I can turn seqscan off but is it safe?

It's somewhat of a large hammer, especially if you're doing joins with
this table or something.

#3Tom Lane
tgl@sss.pgh.pa.us
In reply to: Stephan Szabo (#2)
Re: Statistics on a table

Stephan Szabo <sszabo@megazone23.bigpanda.com> writes:

statistic ( n_distinct in particular) records for one of my columns,
greatly under calculated it saying:
49726, but in reality 33409816.
is it any way how I can improve that?

You might see if raising the statistics target with ALTER TABLE ALTER
COLUMN followed by an analyze helps getting reasonable values any. Maybe
try a few thousand?

That seems like a big jump, considering the default is only 10. Try
setting it to 100 (then re-ANALYZE, then check the plan). If that
doesn't work, try more.

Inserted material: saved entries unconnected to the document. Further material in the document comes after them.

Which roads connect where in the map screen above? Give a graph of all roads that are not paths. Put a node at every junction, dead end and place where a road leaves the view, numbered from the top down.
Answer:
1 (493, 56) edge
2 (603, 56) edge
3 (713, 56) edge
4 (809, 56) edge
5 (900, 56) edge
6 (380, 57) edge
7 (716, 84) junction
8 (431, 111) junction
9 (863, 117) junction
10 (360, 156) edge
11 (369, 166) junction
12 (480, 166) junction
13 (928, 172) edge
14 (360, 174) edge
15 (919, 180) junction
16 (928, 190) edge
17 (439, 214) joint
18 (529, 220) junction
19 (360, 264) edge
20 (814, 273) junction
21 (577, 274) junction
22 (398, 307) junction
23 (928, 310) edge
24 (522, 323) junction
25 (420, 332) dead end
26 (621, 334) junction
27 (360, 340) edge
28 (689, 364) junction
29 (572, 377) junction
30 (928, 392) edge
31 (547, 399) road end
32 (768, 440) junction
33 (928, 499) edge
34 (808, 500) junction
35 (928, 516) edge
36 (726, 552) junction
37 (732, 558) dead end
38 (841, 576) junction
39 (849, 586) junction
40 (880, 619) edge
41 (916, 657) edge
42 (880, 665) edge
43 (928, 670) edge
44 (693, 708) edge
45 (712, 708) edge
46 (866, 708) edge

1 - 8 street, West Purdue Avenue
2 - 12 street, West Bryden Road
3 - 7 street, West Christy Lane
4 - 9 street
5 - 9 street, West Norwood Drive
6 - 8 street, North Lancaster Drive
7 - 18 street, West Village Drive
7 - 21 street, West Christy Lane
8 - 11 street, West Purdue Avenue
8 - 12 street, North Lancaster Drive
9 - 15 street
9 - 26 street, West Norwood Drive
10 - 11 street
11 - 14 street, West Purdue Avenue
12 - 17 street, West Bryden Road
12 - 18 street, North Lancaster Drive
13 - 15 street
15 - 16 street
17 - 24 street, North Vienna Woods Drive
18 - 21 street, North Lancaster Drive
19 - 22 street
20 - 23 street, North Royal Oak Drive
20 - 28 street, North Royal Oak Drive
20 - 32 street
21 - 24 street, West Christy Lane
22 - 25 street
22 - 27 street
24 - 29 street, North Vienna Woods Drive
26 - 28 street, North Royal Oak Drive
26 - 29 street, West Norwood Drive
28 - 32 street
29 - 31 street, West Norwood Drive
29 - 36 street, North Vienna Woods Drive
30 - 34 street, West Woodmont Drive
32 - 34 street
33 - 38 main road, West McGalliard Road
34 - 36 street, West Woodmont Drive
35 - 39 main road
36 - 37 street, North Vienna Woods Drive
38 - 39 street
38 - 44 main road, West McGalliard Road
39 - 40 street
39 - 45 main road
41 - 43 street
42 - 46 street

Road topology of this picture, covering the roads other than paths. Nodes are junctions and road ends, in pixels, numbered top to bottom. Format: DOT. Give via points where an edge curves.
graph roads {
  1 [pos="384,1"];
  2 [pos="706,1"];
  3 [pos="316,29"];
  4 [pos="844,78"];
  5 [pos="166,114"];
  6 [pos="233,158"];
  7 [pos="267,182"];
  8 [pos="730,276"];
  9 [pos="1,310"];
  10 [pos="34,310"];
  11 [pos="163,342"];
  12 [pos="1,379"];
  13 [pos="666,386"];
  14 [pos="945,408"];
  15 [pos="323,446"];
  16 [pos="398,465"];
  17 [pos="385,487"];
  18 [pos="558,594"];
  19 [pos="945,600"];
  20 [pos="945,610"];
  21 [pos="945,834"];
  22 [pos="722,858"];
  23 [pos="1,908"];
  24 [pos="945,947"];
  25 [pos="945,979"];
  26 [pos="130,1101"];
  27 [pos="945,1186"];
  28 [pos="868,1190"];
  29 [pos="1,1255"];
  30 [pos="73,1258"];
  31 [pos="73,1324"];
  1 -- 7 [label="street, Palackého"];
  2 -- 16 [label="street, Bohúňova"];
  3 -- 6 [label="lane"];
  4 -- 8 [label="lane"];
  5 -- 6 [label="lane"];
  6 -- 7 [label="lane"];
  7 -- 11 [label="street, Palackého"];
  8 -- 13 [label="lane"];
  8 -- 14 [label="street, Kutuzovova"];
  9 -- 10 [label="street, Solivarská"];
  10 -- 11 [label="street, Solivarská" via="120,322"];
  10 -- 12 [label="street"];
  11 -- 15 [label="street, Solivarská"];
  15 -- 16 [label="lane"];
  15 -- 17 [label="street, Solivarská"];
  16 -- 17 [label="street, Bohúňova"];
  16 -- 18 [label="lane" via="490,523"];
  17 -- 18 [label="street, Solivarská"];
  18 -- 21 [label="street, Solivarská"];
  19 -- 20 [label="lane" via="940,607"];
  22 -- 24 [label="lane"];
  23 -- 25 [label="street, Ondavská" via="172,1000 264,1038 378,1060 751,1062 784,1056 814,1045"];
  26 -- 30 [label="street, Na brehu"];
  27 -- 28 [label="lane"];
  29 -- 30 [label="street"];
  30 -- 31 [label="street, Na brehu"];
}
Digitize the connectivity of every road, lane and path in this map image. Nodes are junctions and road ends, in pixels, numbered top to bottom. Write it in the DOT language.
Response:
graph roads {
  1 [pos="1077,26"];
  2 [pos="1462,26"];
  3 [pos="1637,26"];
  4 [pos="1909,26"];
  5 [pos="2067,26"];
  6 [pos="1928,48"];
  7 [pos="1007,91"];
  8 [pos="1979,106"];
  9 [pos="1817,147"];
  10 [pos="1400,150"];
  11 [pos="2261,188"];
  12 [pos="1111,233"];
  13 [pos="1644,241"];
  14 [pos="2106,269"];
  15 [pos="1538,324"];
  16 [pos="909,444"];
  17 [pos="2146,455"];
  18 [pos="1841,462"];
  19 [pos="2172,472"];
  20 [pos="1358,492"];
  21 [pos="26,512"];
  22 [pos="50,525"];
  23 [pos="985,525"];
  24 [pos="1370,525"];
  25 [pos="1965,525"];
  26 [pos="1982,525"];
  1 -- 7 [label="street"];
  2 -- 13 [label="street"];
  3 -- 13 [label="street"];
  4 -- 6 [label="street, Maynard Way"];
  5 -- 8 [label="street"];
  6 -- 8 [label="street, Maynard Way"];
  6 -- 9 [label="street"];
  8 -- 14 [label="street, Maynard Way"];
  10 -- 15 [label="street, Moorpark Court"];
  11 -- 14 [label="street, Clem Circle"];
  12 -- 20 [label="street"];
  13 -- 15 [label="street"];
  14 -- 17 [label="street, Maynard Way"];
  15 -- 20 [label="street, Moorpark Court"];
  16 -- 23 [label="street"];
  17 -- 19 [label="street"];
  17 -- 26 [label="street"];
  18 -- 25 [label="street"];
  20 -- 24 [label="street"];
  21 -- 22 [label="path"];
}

I'd be interested to see what it takes to
get the estimate closer to reality.

regards, tom lane

#4Maksim Likharev
mlikharev@aurigin.com
In reply to: Tom Lane (#3)
Re: Statistics on a table

Tried 100 did not help, it seems like n_distinct grows 10000 per 10
statistic,
in my case to be close to reality I have to put 1000.
Is there any complications of that, I mean growing statistic depth other
then
disk space?

-----Original Message-----
From: Tom Lane [mailto:tgl@sss.pgh.pa.us]
Sent: Tuesday, July 08, 2003 11:33 PM
To: Stephan Szabo
Cc: Maksim Likharev; pgsql-general@postgresql.org
Subject: Re: [GENERAL] Statistics on a table

Stephan Szabo <sszabo@megazone23.bigpanda.com> writes:

statistic ( n_distinct in particular) records for one of my columns,
greatly under calculated it saying:
49726, but in reality 33409816.
is it any way how I can improve that?

You might see if raising the statistics target with ALTER TABLE ALTER
COLUMN followed by an analyze helps getting reasonable values any.

Maybe

try a few thousand?

That seems like a big jump, considering the default is only 10. Try
setting it to 100 (then re-ANALYZE, then check the plan). If that
doesn't work, try more. I'd be interested to see what it takes to
get the estimate closer to reality.

regards, tom lane